Nvidia's Pascal GPUs reach the cloud via IBM and Nimbix

Nimbix's cloud service uses Nvidia's latest Pascal GPUs, while Microsoft's Azure offers older models

IBM Power S822LC server

IBM's Power S822LC has Power8 chips.

Credit: IBM

Google, Amazon, and Facebook can magically recognize images and voices, thanks to superfast servers equipped with GPUs in their mega data centers.

But not all companies can afford that level of resources for deep learning, so they turn to cloud services, where servers in remote data centers do the heavy lifting.

Microsoft has made such cloud services trendy with Azure and is one of the few companies offering remote servers with GPUs, which excel in machine-learning tasks. But Azure uses older Nvidia GPUs, and it now has competition from Nimbix, which offers a cloud service with faster GPUs based on the Nvidia's latest Pascal architecture.

After renting time on the cloud service, customers get a virtual machine with access to bare-metal server hardware. Nimbix offers customers cloud services that run on Tesla P100s -- which are among Nvidia's fastest GPUs -- in IBM Power S822LC servers.

There are other advantages to the cloud service. On the server side, a high-speed NVLink interconnect links the GPU to the CPU and other components at speeds 2.5 times faster than PCI-Express 3.0.

Microsoft's Azure offers cloud services with servers running Nvidia's Tesla K80, which is based on the older Kepler architecture, and Tesla M40, which is based on Maxwell, a generation behind Pascal.

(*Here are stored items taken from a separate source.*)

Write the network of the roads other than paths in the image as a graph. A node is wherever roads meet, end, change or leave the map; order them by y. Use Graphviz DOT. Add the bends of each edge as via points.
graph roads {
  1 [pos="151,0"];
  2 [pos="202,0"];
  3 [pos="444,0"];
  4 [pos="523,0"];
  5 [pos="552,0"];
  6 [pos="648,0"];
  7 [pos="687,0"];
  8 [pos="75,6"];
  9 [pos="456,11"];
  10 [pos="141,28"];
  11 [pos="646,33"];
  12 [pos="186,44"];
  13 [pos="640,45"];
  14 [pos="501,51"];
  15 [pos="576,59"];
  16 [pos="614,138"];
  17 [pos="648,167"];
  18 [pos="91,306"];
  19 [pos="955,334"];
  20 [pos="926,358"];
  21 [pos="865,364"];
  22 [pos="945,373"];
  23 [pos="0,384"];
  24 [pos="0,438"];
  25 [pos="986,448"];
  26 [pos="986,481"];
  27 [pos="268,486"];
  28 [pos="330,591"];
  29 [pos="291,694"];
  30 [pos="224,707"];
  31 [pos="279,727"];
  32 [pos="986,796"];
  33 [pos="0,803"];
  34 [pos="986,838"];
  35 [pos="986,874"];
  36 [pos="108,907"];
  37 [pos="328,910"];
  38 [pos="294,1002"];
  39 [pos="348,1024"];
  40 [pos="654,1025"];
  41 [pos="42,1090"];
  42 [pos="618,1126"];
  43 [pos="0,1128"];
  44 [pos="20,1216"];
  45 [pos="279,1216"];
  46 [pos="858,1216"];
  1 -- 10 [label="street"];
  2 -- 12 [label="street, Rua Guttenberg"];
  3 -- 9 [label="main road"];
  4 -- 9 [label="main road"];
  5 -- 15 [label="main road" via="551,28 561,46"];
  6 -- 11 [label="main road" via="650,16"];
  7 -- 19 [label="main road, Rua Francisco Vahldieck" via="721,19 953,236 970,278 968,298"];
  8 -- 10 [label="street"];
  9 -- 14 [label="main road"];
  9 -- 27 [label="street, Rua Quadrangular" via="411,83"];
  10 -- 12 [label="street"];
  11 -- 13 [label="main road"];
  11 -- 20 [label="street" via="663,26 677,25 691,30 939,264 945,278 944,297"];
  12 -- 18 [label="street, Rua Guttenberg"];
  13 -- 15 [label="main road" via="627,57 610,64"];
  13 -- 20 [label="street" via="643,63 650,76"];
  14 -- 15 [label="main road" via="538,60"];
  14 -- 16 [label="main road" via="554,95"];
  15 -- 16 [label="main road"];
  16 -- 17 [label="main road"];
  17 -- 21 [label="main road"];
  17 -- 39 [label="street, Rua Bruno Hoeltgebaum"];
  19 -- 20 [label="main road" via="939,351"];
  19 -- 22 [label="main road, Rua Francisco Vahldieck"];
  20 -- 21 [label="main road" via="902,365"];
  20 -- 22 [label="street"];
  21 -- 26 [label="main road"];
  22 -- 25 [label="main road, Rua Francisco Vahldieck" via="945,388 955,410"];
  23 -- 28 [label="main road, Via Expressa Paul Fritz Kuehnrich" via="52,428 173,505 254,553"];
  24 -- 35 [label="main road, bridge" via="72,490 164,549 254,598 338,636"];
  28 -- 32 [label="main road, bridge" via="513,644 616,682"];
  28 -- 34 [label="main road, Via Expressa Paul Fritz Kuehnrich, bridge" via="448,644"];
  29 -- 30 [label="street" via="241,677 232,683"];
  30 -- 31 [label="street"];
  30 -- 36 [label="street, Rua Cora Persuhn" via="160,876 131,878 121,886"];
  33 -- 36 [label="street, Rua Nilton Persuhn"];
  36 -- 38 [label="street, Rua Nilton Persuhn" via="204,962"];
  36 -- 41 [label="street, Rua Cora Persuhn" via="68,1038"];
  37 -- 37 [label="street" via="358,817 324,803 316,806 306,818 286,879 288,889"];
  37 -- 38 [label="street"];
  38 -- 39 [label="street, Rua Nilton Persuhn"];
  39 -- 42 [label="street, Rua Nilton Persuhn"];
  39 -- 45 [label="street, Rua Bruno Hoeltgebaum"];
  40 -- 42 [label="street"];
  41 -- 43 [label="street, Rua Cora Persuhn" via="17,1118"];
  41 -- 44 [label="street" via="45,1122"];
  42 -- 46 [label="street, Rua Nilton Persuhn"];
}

Typically, machine-learning tasks use many servers, and faster CPUs and GPUs return faster results. The IBM Power S822LC servers have two Power8 CPUs, four Pascal GPUs, and half a terabyte of system memory.

The Nimbix cloud service is targeted more toward high-performance computing applications. It also supports Caffe, Torch, and Theano deep-learning frameworks. Pricing starts at US$5 per hour.